# Instructions to follow:
In the material below, list every line carrying the string "Harwood".

# Data under study:
------------------------------------------------------------
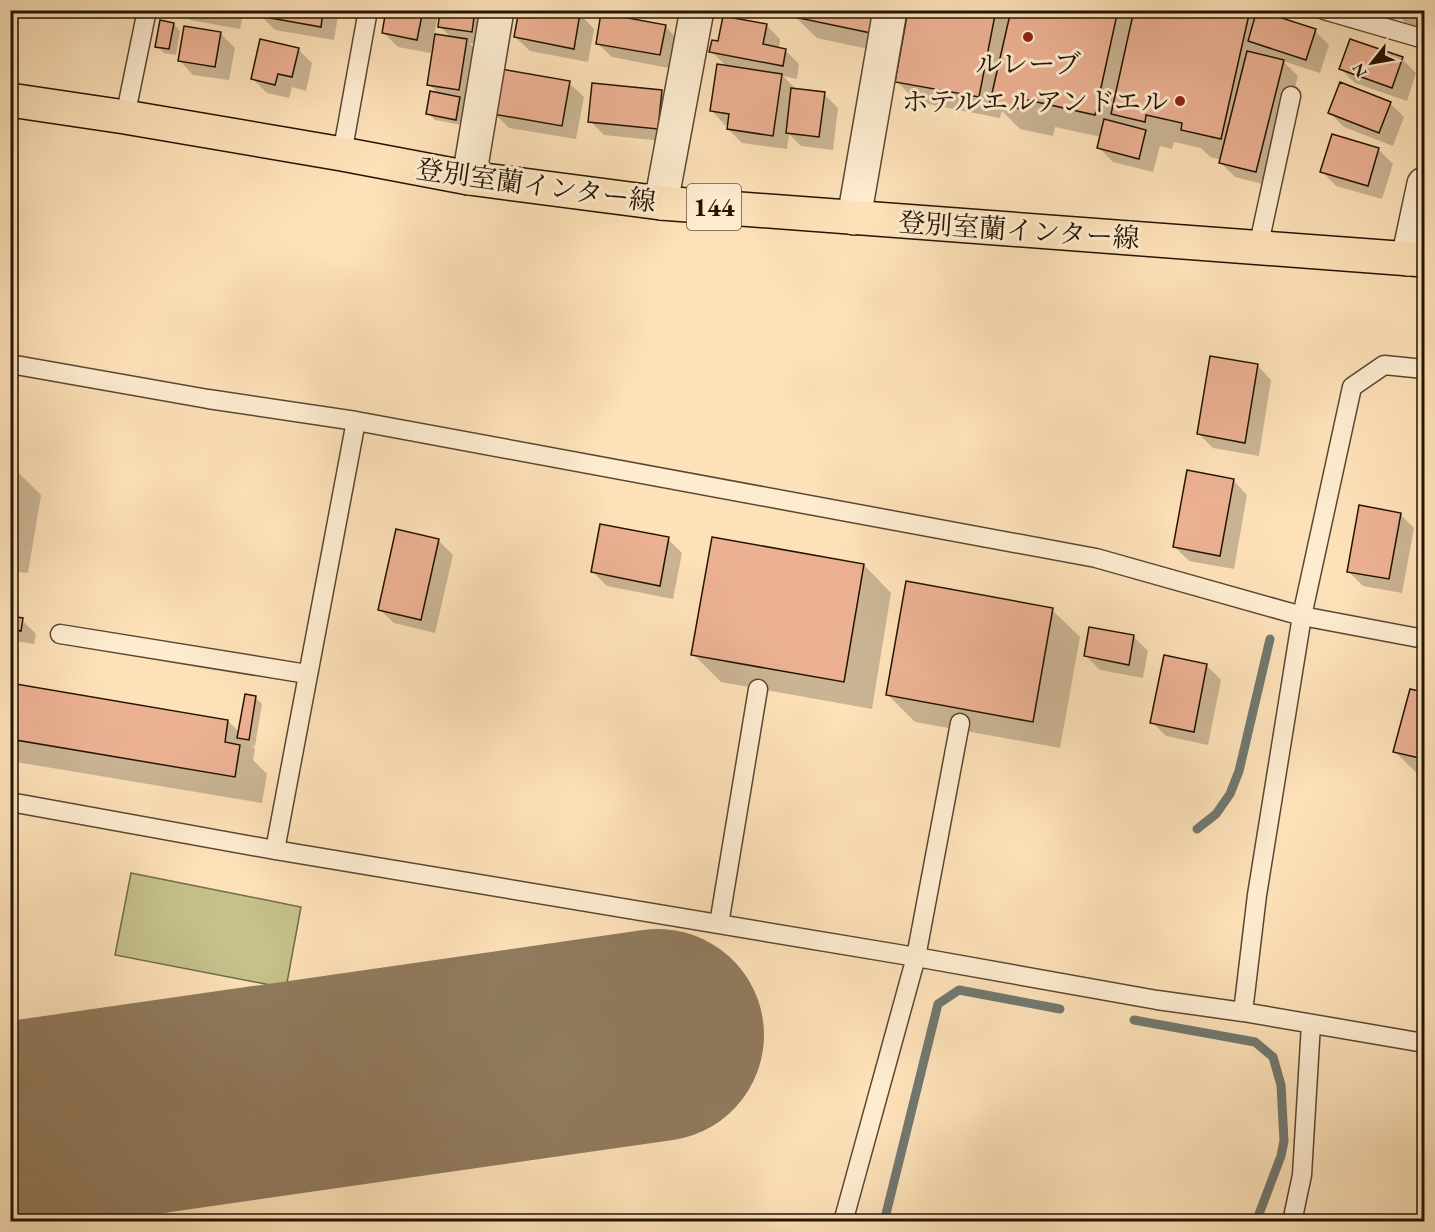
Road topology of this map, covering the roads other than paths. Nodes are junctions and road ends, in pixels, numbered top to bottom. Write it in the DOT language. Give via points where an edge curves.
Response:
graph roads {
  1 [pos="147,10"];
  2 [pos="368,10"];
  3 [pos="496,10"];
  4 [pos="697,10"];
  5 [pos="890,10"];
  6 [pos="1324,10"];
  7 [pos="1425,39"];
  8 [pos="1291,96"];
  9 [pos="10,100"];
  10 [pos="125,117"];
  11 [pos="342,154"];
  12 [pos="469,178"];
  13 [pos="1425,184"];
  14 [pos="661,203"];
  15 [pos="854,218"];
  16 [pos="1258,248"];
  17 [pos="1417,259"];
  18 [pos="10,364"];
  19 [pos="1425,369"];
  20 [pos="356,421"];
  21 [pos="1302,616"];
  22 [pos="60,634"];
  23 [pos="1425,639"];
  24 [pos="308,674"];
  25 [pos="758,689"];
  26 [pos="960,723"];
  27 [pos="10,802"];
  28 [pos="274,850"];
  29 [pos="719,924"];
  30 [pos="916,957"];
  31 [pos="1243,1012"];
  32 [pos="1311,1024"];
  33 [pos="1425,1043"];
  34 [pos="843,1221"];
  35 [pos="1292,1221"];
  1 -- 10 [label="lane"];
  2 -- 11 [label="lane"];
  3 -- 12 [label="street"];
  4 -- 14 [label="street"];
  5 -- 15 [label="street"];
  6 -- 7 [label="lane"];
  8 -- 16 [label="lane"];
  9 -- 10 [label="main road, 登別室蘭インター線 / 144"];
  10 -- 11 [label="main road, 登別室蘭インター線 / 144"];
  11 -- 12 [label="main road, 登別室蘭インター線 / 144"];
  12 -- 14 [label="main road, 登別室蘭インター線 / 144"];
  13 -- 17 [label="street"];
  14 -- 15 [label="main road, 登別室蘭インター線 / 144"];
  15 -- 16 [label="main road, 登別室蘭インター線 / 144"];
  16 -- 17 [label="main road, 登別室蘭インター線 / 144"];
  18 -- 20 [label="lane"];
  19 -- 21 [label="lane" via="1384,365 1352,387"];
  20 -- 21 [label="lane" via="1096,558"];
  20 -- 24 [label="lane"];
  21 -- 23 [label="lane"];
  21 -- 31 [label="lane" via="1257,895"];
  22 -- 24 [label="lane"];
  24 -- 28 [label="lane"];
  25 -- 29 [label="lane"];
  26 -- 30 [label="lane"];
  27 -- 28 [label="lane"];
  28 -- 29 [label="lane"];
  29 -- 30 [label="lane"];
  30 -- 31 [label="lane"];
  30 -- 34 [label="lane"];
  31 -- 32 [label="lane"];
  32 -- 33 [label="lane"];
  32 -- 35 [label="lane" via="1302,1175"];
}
------------------------------------------------------------
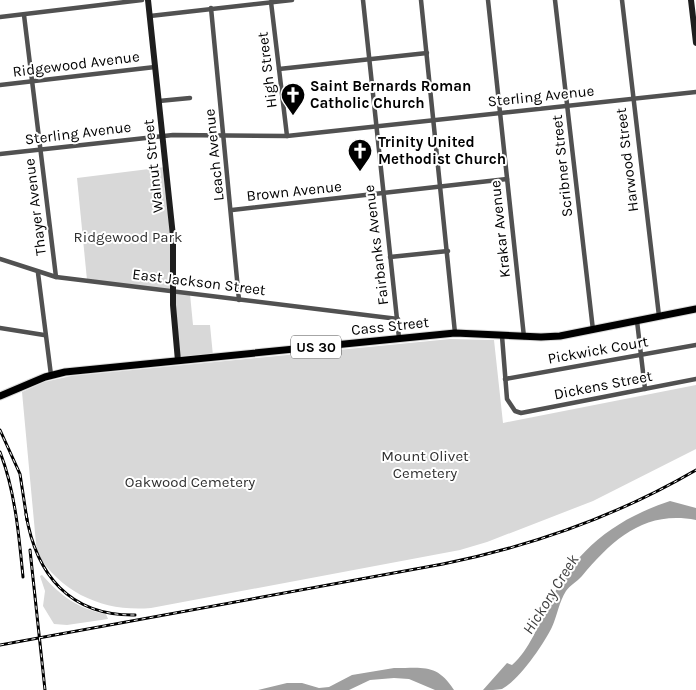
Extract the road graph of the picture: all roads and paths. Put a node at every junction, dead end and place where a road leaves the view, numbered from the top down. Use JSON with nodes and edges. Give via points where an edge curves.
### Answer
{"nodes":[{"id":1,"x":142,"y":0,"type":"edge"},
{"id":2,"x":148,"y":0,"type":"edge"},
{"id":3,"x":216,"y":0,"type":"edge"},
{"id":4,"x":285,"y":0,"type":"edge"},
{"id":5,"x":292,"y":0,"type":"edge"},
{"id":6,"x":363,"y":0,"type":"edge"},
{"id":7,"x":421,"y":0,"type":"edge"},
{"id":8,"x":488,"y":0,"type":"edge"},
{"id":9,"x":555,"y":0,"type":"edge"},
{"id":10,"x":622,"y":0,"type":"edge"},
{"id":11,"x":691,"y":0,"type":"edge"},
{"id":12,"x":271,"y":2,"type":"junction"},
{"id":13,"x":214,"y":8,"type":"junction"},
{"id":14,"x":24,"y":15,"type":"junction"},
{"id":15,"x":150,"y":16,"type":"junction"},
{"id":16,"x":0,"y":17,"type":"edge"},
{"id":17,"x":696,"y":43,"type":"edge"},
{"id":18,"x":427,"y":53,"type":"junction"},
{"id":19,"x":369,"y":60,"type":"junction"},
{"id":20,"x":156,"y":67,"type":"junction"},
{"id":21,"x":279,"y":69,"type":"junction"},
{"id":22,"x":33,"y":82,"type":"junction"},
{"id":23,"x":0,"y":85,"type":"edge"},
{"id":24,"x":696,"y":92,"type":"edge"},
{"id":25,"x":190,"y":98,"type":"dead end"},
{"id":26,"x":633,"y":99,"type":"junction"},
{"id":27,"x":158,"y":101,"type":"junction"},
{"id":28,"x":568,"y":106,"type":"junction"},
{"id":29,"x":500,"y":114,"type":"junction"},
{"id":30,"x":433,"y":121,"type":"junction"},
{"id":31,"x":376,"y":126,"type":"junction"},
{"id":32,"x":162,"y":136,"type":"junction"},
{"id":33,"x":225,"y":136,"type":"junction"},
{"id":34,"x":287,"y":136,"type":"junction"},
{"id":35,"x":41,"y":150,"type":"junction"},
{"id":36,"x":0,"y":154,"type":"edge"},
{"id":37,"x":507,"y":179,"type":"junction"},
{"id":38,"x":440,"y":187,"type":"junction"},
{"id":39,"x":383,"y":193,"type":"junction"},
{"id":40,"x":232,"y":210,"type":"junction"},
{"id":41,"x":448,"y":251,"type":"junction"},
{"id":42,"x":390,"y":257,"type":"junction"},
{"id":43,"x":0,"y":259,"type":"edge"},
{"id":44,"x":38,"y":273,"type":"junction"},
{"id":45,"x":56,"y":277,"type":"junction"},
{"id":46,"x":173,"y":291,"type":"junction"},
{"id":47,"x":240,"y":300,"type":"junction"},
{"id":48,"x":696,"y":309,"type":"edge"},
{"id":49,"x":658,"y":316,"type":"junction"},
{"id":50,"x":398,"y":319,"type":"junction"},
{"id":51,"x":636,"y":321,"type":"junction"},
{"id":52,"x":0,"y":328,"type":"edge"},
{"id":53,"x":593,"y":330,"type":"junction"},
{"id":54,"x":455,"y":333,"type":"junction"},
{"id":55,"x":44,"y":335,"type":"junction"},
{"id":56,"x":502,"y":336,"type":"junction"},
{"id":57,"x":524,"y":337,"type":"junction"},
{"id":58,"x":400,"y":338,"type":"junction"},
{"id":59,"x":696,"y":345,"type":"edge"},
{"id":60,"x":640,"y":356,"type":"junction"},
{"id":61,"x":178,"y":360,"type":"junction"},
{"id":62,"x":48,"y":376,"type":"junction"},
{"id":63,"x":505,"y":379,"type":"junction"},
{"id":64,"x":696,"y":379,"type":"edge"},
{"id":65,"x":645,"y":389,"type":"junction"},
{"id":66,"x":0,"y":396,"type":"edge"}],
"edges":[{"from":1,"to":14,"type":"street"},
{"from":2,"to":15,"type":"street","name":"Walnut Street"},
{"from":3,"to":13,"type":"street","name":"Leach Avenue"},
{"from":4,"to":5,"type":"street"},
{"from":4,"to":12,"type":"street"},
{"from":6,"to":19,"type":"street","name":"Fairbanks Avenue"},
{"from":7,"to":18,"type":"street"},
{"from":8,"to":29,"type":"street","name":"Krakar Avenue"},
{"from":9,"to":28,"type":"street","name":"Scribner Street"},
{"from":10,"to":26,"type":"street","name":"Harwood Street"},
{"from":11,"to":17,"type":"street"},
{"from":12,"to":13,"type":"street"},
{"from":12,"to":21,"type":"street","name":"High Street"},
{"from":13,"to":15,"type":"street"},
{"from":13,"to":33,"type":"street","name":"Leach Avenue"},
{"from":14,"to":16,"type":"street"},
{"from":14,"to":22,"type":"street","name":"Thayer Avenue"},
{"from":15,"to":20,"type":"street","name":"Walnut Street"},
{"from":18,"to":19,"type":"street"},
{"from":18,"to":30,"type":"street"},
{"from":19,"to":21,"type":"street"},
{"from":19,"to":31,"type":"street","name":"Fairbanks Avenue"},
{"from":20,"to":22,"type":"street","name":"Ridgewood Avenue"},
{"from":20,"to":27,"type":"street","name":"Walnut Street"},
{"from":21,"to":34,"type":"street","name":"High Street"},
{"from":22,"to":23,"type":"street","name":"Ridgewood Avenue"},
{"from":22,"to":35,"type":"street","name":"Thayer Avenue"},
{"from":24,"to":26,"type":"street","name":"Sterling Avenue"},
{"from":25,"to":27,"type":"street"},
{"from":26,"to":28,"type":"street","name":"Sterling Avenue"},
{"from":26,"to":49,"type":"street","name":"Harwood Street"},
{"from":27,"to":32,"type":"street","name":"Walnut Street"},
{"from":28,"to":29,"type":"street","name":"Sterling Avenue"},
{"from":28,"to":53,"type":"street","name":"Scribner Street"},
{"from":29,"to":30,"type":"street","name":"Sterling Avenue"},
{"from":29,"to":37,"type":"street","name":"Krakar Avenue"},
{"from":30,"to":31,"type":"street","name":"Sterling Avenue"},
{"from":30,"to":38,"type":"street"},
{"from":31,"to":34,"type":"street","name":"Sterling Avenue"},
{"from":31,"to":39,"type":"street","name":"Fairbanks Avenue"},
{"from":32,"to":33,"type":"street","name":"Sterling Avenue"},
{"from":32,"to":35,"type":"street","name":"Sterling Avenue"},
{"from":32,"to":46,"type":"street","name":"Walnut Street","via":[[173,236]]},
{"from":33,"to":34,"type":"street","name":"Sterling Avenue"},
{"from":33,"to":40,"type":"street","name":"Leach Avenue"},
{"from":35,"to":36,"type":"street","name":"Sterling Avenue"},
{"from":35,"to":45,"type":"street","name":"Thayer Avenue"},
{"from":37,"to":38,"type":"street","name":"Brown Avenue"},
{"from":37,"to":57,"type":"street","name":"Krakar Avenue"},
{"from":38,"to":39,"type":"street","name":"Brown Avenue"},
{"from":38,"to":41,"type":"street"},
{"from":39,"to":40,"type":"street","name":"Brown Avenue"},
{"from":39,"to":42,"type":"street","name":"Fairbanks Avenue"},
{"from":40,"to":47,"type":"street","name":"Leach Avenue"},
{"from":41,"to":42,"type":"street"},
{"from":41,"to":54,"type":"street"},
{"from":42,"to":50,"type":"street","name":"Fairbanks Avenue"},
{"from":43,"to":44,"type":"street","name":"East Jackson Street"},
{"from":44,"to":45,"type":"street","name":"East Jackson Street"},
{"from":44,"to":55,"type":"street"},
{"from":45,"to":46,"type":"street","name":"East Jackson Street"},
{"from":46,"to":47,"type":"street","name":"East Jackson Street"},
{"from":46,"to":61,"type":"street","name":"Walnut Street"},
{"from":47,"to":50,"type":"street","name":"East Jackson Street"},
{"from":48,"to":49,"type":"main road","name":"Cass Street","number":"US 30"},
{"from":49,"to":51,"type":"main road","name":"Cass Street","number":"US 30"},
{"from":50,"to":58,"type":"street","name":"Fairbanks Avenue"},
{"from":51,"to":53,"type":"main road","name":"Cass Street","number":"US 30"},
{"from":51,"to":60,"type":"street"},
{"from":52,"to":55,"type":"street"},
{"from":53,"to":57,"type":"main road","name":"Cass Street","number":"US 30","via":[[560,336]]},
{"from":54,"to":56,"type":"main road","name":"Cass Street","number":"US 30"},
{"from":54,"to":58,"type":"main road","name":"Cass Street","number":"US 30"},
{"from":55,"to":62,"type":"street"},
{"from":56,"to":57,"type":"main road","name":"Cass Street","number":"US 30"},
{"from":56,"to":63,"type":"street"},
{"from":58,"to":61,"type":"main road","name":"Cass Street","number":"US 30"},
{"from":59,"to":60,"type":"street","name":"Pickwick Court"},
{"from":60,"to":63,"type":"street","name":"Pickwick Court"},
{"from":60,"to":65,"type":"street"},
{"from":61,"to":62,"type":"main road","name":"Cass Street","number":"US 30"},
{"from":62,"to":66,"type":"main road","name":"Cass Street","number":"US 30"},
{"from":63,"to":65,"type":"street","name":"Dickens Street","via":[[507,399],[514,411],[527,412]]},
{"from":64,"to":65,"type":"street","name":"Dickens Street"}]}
------------------------------------------------------------
# Response to the task:
{"from":10,"to":26,"type":"street","name":"Harwood Street"},
{"from":26,"to":49,"type":"street","name":"Harwood Street"},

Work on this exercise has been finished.